Oh joy! Time Magazine says Fatah weighing new intifadeh

Time Magazine is reporting that the 'good terrorists' from Fatah are weighing a new 'direct confrontation' with Israel in Judea and Samaria.
Fatah leaders see the Israeli election as confirming what they already knew: there's nothing to be gained by continuing the charade of U.S.-sponsored talks-about-talks with the Israelis. They could not get what they needed from Olmert, and they know that his successors will take even more of a hard line. From the Palestinian perspective, the past eight years of waiting for negotiations with Israel have left Abbas empty-handed, while the latest Gaza conflict has put Hamas in a stronger position than ever in the court of Palestinian public opinion. Despite the violence by Hamas gunmen against Fatah activists in Gaza since the Israeli offensive, many in Fatah view their movement's only hope of re-establishing a leading role in Palestinian politics as joining a unity government with Hamas - and beginning to directly challenge the Israeli occupation in the West Bank. The fact that such a sentiment coincides with Israel's electing a more hawkish government suggests that the Middle East could be in for a long, hot summer.
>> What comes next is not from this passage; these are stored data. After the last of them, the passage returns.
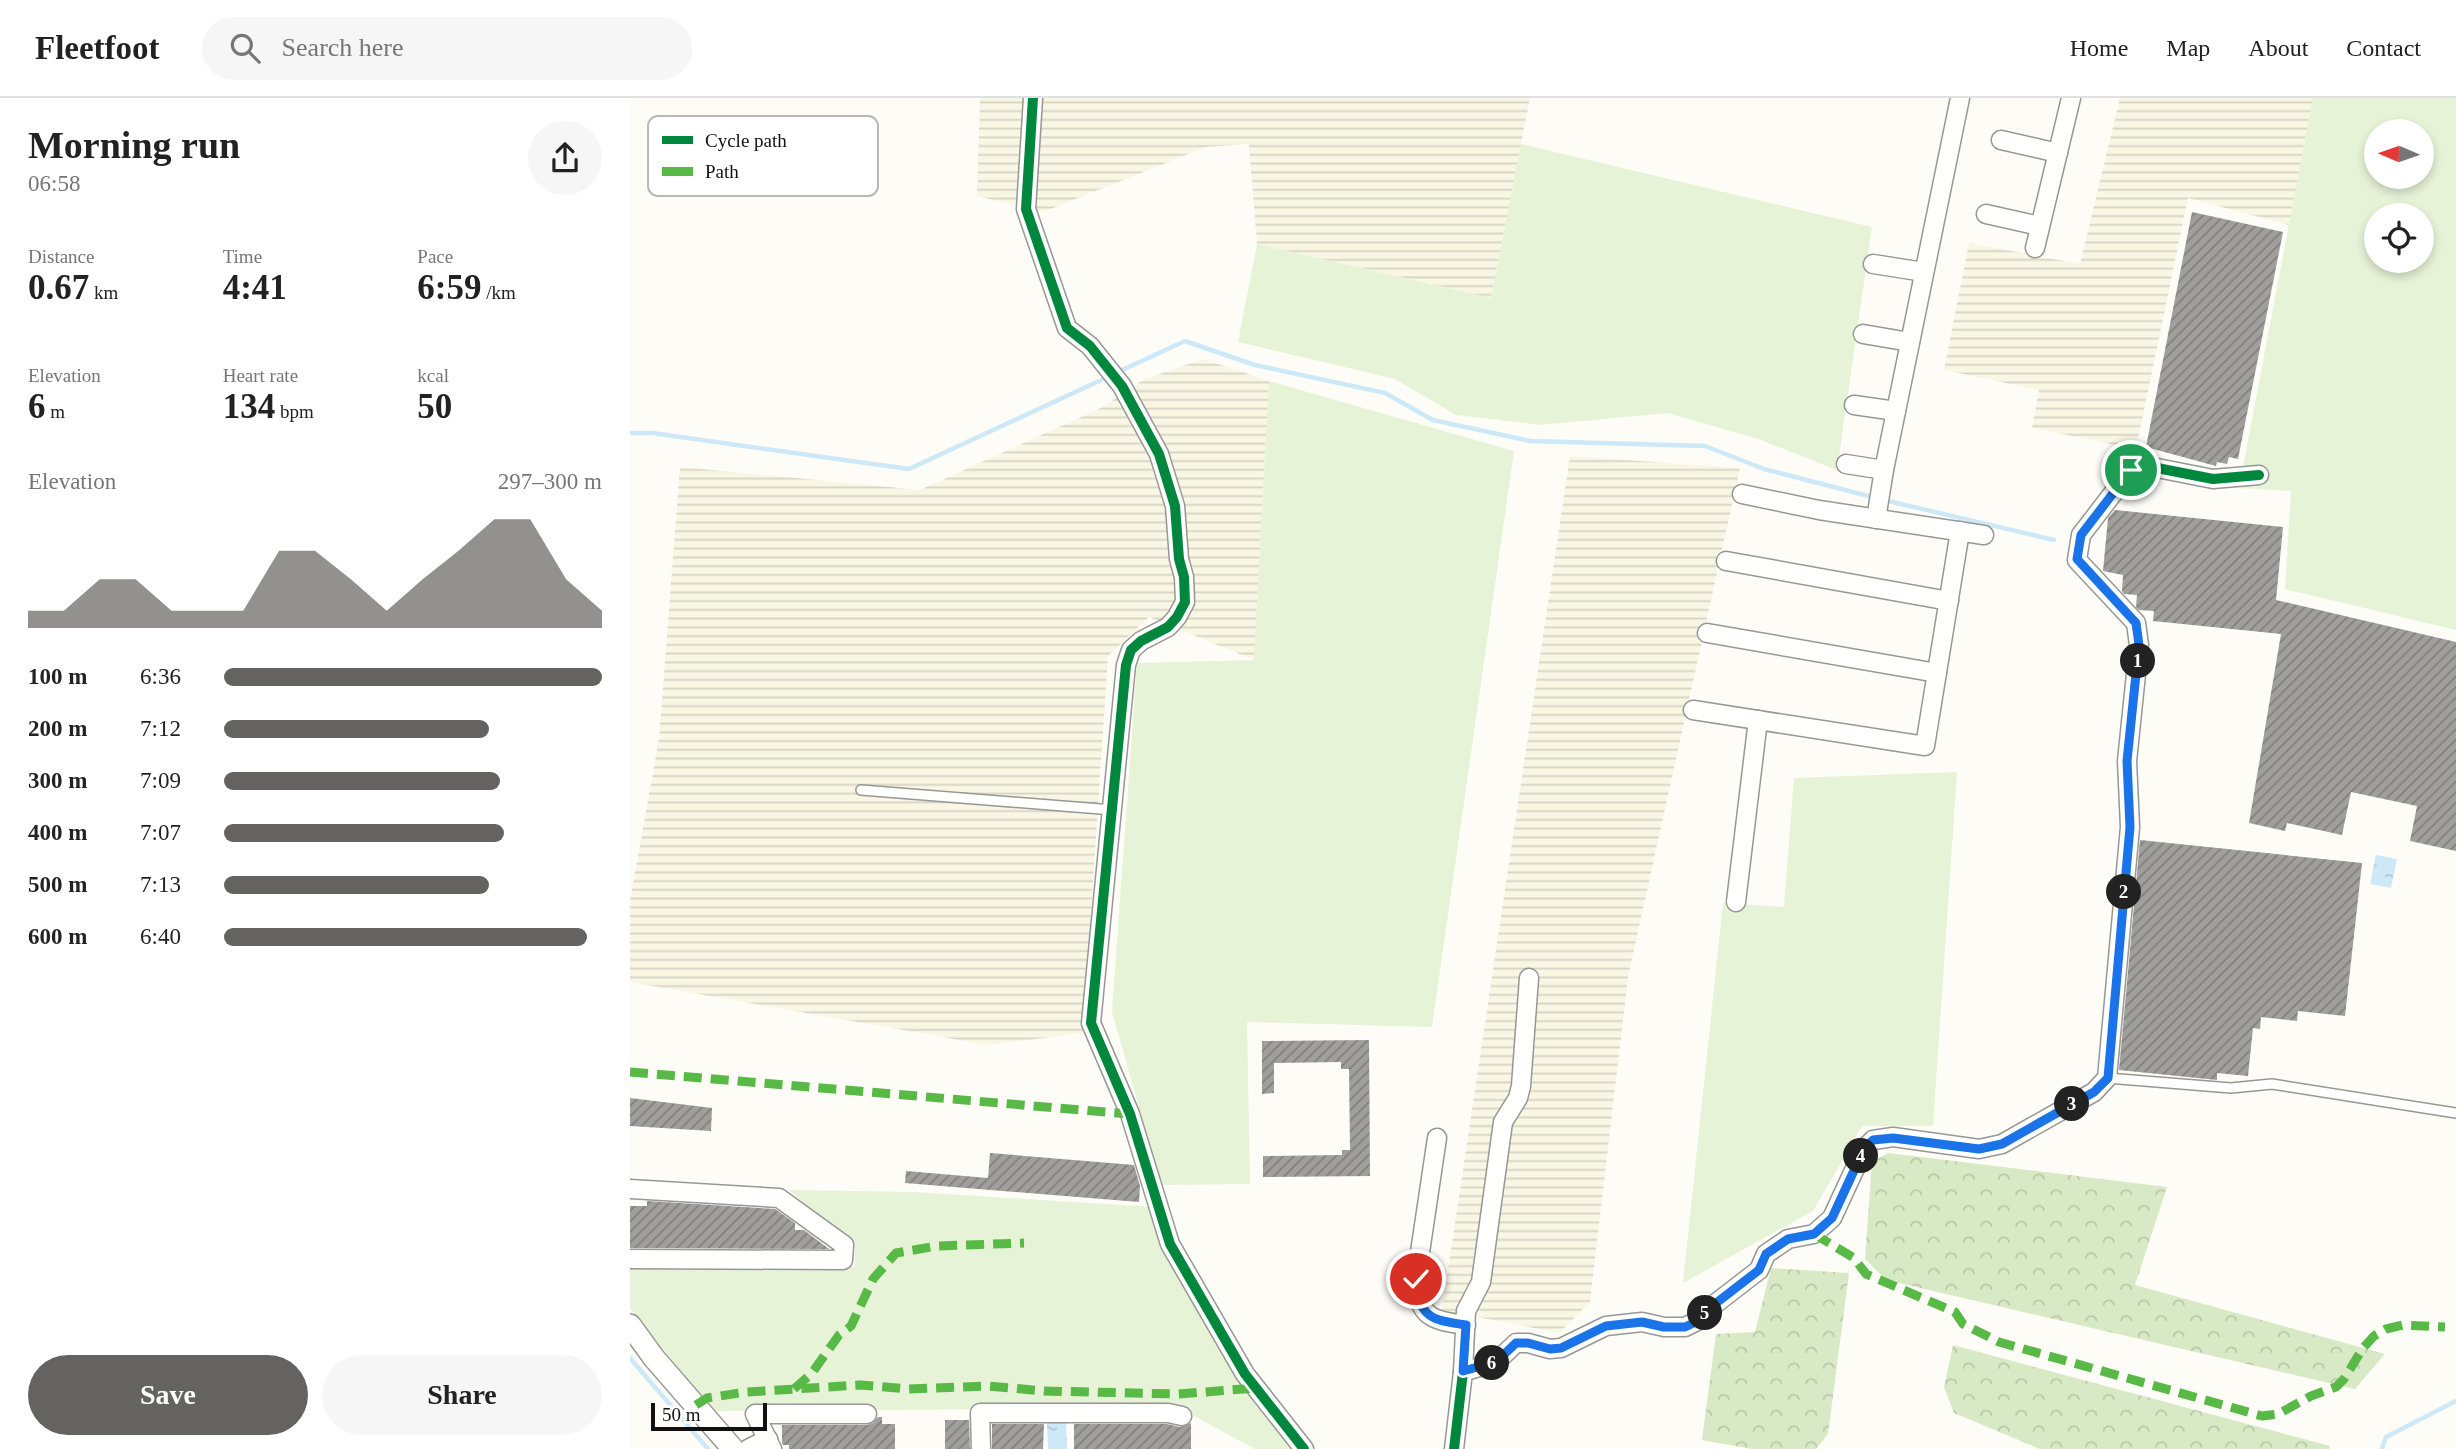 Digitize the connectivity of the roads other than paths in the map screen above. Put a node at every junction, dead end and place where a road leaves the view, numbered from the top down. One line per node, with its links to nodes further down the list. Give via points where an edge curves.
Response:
1 (1033, 98): 29 (street, via 1026,209 1067,328 1090,346 1122,386 1159,453 1175,506 1184,578 1185,602 1177,617 1131,650 1126,665)
2 (1960, 98): 10 (street)
3 (2071, 98): 5 (street)
4 (2001, 140): 5 (street)
5 (2058, 153): 7 (street)
6 (1986, 214): 7 (street)
7 (2040, 226): 8 (street)
8 (2035, 248)
9 (1873, 264): 10 (street)
10 (1924, 272): 12 (street)
11 (1863, 334): 12 (street)
12 (1910, 342): 14 (street)
13 (1854, 405): 14 (street)
14 (1896, 411): 16 (street)
15 (1846, 464): 16 (street)
16 (1884, 470): 19 (street)
17 (2259, 475): 32 (street, via 2213,479 2147,466 2131,470 2081,535 2077,559 2136,623 2139,645 2127,761 2130,827)
18 (1742, 494): 19 (street)
19 (1876, 519): 20 (street)
20 (1960, 531): 21 (street); 23 (street)
21 (1984, 535)
22 (1726, 561): 23 (street)
23 (1949, 601): 25 (street)
24 (1707, 634): 25 (street)
25 (1937, 673): 27 (street, via 1925,747)
26 (1693, 710): 27 (street)
27 (1758, 720): 30 (street)
28 (861, 790): 29 (lane)
29 (1113, 810): 46 (street, via 1091,1023 1130,1114 1170,1244 1245,1374)
30 (1736, 902)
31 (1529, 978): 38 (street, via 1521,1086 1503,1122 1480,1282 1466,1311)
32 (2108, 1078): 33 (lane, via 2231,1088 2272,1084); 39 (street, via 2094,1092 2002,1144 1979,1149 1893,1138 1873,1140 1864,1149 1832,1218 1814,1234 1788,1239 1766,1254 1759,1270 1685,1327 1625,1323 1606,1326 1561,1348 1516,1343 1496,1362)
33 (2456, 1113)
34 (1437, 1138): 38 (street, via 1416,1279 1418,1297 1426,1314 1436,1321)
35 (630, 1189): 36 (street, via 779,1198 844,1245 843,1260)
36 (630, 1259)
37 (630, 1325): 43 (street)
38 (1466, 1325): 39 (street)
39 (1463, 1371): 47 (street)
40 (867, 1414): 42 (street, via 755,1414)
41 (1182, 1416): 45 (street, via 980,1413)
42 (770, 1444): 44 (street)
43 (733, 1449)
44 (748, 1449)
45 (981, 1449)
46 (1304, 1449)
47 (1454, 1449)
An independent Palestinian polling organization found last week that, for the first time, Hamas has greater political support than Fatah across the West Bank and Gaza, and that it would win any election that were held right now. Aides to Abbas are reportedly anxious that an Israel-Hamas deal to secure the release of the captive Israeli soldier Gilad Shalit in Gaza could involve releasing the Hamas parliamentarians currently in Israeli detention. The Palestinian legislature is currently unable to meet because Israel is holding those lawmakers; if it were able to convene, Hamas would be the majority party.

Hamas could, in fact, use its majority to bring down the government of President Abbas, but it's unlikely to do that because its own best interests lie in reconstituting a unity government with Abbas. Reports from Cairo, where Egypt is brokering truce arrangements, suggest that Hamas has accepted the idea that forces loyal to Abbas be placed in control of the border crossings into Gaza to allow the crossings to be reopened. And much of Fatah's rank and file is pressing for a unity government - an option forcefully opposed by the Bush Administration. Fatah is due to elect new leadership next month; while Abbas may survive in a titular leadership position, control of the organization is likely to pass to a younger, more militant generation that is more inclined to make common cause with Hamas.

Of course, the Israelis, whether led by the Likud Party's Benjamin Netanyahu or Kadima's Tzipi Livni, will flatly refuse to talk to a Palestinian government that includes Hamas. But that may not deter Fatah, since the movement has gained little by talking to Israeli governments that are plainly unwilling to meet the Palestinians' bottom lines. Abbas, even in the eyes of many in his movement, gambled everything on the willingness of the U.S. to press the Israelis to deliver a credible two-state peace solution and lost. Now, many of those in Fatah are inclined to bet on a third intifadeh. After all, in the short term at least, the status quo works for the Israelis - as long as there are no missiles raining down on Israel from Gaza. But for the Palestinians, the continued occupation in the West Bank is untenable. And it will not have been lost on Fatah activists that Hamas' more confrontational stance has forced the Israelis, however reluctantly, to the negotiating table, as in the case of the Egypt-brokered Gaza truce negotiations.
Read the whole thing (warning: it has a very biased tone against Israel).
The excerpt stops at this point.